Roman historique de Gloria Cigman.
1337, en Angleterre. Alison est la dix-septième enfant de la maison. Aucun de ses frères n’a atteint l’âge adulte, sauf un, Benjamin, qui est né idiot. Pour son père, cette nouvelle fille pourrait être un fardeau supplémentaire. Mais il décide que l’enfant sera élevée comme un homme, qu’elle apprendra le métier de tisserand et de négociant en laine. Alison porte sur ses jeunes épaules l’espoir de son père et le salut de sa famille ruinée. Son enfance n’en est pas vraiment une. Très tôt, elle suit son père dans ses voyages et l’observe dans son négoce. Mariée à 12 ans à un homme de l’âge de son père, elle sait que cette union sauve les siens de la misère et de la faim. Alison résiste avec peine aux tentations de la chair. Mariée 7 fois et veuve 6 fois, elle expie ses péchés et sa honte dans de longs et douloureux pèlerinages à Walsingham, Vézelay en Bourgogne, Cologne, Jérusalem ou Compostelle.
Alison éprouve une grande vénération pour Marie-Madeleine, « la femme toute ordinaire qui devint une grande sainte en dépit de sa faiblesse humaine. » (p. 239) Taraudée de désir et d’appêtit charnel, Alison succombe plusieurs fois mais garde au fond d’elle une envie sincère de repentir et d’humilité. « Je n’arrive toujours pas à comprendre pourquoi les consolations de la chair que Dieu a créée devraient être l’apanage du Diable et de lui seul. » (p. 218) Il lui faut toute une vie pour parvenir à un état de quiétude, libérée de ses souvenirs et de ses craintes d’Enfer. En dépit d’une activité religieuse intense, Alison se pose beaucoup de questions sur Dieu et l’Église. « J’avais appris que ce qui est convenable n’est pas ce qu’il y a de mieux. » (p. 191) Les certitudes et les évidences que son amie Matilda, religieuse, lui opposent ne lui suffisent pas.

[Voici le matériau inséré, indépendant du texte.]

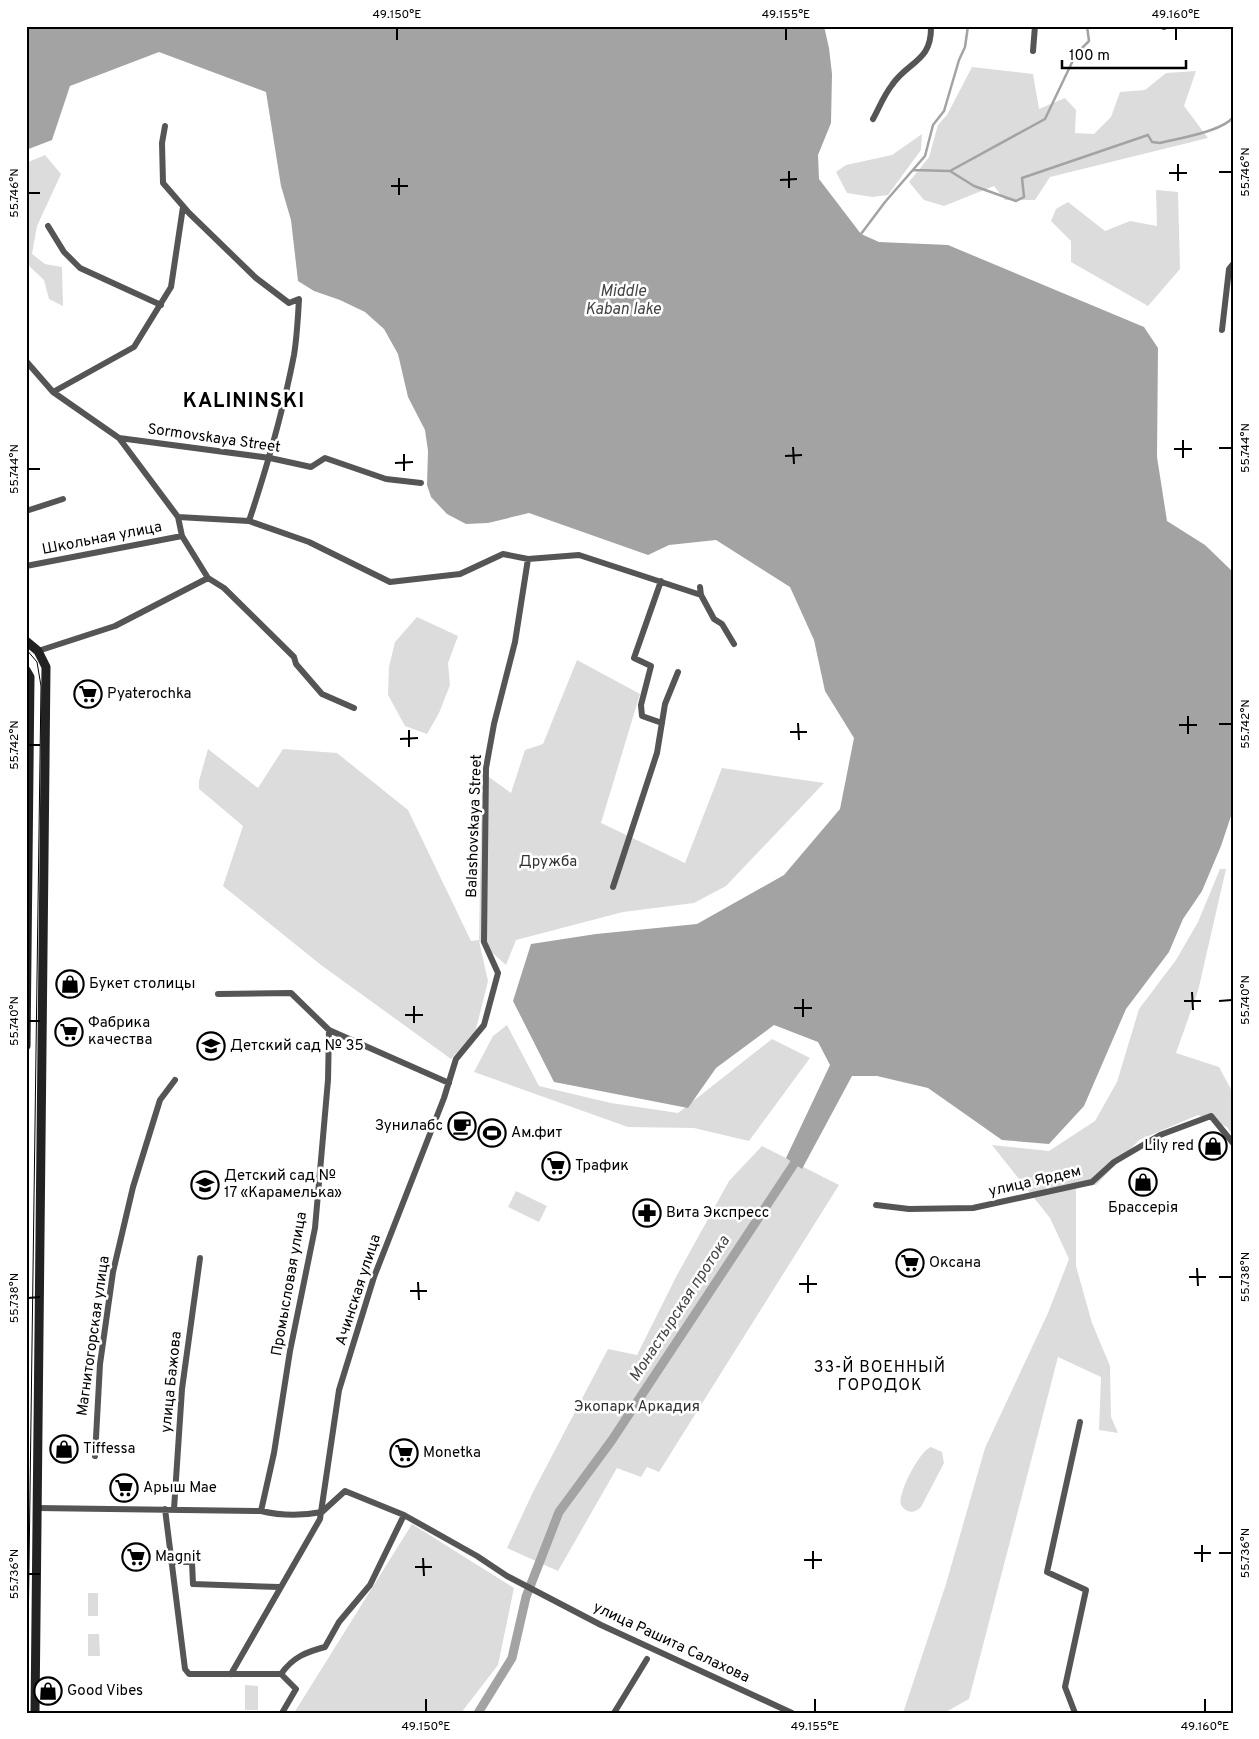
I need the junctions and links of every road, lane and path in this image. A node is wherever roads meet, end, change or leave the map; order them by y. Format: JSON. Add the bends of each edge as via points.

Ce roman présente avec finesse une période marquée par la guerre contre la France, les épidémies de peste et les pèlerinages. Les processions, longues et nombreuses, se rendaient dans les lieux saints de la chrétienté, sur les autels où des reliques étaient conservées ou sur les lieux des apparitions.
Le récit est un assemblage de discours a posteriori. Les narrateurs sont nombreux et reprennent des épisodes déjà décrits par d’autres. Alison, à la fin de sa vie, confie à un scribe le récit de son existence. Sa grand-mère Banmaman, son amie Matilda ou Lollius l’éternel amoureux prennent parfois la parole pendant quelques pages. Le tout donne forme à un discours qui ressemble moins à une confession qu’un bilan. Alison ne regrette rien, assume ses choix et ses erreurs. Elle s’impose comme un personnage légendaire, tirée de l’oubli de la longue file des pénitents.
Le roman de Gloria Cigman se lit rapidement, mais je n’ai pas éprouvé beaucoup de sympathie pour Alison. Cette femme, capricieuse et habituée à un confort exagéré, dépravée à ses heures et orgueilleusement repentante, est une épouse odieuse et une mère indigne. L’histoire est très bien écrite, mais la femme n’a pas gagné ma compassion.